[[ Dataset entries open ]]

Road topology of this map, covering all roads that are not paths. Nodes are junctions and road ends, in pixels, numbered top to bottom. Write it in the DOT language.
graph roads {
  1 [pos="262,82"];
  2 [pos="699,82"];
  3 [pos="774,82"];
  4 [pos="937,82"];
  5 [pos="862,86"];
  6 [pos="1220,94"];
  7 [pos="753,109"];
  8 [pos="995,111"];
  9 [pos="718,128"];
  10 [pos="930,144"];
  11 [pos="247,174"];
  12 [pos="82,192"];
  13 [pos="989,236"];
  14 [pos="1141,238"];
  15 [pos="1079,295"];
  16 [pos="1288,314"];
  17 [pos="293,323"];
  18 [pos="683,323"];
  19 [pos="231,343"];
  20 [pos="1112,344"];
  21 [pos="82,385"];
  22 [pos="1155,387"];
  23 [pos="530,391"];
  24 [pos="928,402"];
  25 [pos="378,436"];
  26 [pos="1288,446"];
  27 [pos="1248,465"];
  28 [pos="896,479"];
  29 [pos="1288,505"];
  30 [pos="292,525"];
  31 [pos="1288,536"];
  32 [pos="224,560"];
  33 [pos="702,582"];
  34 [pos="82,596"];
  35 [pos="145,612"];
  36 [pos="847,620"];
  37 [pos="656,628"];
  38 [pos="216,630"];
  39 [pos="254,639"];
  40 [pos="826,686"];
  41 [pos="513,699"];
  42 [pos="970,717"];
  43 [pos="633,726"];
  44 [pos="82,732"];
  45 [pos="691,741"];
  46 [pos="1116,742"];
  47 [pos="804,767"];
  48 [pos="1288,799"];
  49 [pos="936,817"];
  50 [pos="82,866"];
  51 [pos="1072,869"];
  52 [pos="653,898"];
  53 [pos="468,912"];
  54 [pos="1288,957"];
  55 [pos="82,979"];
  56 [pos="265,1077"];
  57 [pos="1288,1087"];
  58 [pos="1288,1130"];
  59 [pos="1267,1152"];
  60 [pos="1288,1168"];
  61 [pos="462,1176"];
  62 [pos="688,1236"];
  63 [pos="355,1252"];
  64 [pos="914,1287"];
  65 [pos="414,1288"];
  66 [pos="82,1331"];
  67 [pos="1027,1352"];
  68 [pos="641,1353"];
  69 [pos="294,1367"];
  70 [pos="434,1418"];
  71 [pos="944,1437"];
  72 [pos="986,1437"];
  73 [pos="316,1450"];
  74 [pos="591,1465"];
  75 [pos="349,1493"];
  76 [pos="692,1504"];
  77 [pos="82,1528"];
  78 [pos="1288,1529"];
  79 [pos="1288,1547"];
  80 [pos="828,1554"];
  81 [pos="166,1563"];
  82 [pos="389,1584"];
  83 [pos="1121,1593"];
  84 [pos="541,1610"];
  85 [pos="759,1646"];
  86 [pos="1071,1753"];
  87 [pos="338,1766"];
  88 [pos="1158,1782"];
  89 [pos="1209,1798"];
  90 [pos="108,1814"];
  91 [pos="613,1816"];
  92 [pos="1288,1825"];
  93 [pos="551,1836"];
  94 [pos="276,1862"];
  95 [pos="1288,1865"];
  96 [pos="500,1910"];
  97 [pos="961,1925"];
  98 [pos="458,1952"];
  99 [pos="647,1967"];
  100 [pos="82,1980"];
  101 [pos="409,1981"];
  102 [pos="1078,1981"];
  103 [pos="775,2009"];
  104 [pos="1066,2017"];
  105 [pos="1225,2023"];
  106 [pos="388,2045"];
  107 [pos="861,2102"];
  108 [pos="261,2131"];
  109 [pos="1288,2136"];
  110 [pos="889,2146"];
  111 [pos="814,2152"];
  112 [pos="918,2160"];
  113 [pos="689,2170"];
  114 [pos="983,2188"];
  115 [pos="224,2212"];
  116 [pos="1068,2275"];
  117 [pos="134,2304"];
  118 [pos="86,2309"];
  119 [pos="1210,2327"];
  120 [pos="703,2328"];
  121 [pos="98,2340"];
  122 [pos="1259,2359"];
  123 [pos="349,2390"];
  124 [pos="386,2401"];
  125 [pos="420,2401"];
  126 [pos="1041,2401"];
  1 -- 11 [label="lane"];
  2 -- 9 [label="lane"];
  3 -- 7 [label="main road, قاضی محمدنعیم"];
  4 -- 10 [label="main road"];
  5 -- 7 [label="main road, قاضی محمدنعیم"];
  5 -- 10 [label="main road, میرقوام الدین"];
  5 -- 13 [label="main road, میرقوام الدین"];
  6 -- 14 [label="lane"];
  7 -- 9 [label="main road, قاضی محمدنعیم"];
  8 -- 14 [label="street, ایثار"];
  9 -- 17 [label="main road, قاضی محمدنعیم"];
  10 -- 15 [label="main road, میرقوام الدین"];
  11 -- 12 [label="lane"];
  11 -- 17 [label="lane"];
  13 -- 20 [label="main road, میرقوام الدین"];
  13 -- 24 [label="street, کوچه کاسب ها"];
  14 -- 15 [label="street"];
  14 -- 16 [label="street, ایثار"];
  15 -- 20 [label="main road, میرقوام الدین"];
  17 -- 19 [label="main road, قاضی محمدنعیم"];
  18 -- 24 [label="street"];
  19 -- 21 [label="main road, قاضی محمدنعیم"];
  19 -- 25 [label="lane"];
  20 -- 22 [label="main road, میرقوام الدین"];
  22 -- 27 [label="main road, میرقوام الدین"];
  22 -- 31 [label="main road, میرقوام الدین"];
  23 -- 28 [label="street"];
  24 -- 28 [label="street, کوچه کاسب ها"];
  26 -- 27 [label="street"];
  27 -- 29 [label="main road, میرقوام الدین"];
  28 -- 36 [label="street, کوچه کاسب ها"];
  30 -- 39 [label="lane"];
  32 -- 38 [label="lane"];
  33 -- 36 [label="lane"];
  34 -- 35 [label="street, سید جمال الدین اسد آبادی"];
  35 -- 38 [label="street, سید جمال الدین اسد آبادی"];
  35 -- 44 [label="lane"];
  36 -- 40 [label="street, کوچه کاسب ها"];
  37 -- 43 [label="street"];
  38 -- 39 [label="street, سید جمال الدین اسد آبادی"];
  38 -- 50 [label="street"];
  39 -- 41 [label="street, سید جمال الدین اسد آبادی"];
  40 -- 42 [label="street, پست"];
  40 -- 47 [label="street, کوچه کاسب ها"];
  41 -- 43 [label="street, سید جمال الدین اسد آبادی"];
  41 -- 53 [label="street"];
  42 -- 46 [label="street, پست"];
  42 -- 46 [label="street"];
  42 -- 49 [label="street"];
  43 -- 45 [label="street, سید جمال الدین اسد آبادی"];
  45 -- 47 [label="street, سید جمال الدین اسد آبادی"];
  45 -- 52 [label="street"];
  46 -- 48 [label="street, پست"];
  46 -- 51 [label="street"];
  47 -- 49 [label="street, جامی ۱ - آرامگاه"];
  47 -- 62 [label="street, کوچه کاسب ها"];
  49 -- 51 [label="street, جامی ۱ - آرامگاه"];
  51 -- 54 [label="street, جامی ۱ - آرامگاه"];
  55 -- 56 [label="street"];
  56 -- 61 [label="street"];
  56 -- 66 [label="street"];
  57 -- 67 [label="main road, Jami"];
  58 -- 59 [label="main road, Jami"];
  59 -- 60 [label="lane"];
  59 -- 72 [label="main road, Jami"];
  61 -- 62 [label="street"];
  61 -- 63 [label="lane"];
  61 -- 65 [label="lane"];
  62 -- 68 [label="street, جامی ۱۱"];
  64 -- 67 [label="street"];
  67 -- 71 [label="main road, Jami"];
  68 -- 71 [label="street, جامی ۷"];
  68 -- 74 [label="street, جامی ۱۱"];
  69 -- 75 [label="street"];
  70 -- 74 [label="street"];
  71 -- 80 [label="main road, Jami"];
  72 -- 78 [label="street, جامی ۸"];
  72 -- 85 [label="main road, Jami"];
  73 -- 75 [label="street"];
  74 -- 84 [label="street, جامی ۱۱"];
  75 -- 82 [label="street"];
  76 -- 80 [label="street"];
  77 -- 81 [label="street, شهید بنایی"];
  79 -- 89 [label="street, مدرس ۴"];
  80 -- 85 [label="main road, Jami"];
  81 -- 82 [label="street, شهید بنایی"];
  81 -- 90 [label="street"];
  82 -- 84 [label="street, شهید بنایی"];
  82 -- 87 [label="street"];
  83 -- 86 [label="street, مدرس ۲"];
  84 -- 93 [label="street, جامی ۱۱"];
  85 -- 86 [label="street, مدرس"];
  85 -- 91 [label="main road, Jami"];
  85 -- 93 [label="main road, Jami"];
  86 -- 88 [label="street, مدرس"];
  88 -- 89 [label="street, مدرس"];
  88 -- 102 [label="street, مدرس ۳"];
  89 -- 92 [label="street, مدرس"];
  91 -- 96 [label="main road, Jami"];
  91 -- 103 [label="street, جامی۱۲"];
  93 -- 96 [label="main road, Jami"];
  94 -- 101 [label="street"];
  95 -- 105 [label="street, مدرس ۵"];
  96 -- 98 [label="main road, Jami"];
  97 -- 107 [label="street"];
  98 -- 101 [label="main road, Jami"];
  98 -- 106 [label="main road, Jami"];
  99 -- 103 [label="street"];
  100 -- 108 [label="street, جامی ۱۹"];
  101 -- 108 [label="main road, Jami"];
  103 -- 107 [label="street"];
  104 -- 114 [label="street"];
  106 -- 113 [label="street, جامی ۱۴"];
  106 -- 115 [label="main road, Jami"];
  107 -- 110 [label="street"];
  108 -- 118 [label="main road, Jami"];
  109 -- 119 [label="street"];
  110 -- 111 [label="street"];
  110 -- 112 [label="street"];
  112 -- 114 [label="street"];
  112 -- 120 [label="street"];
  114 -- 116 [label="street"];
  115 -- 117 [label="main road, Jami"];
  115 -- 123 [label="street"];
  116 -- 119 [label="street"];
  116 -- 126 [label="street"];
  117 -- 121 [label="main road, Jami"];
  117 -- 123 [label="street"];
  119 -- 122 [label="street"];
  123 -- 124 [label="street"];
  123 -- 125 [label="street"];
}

[[ Dataset entries closed ]]

### Requirement
From the preceding material, count every line that contains the word "کاسب". Reply with the number only.

### The completed task
6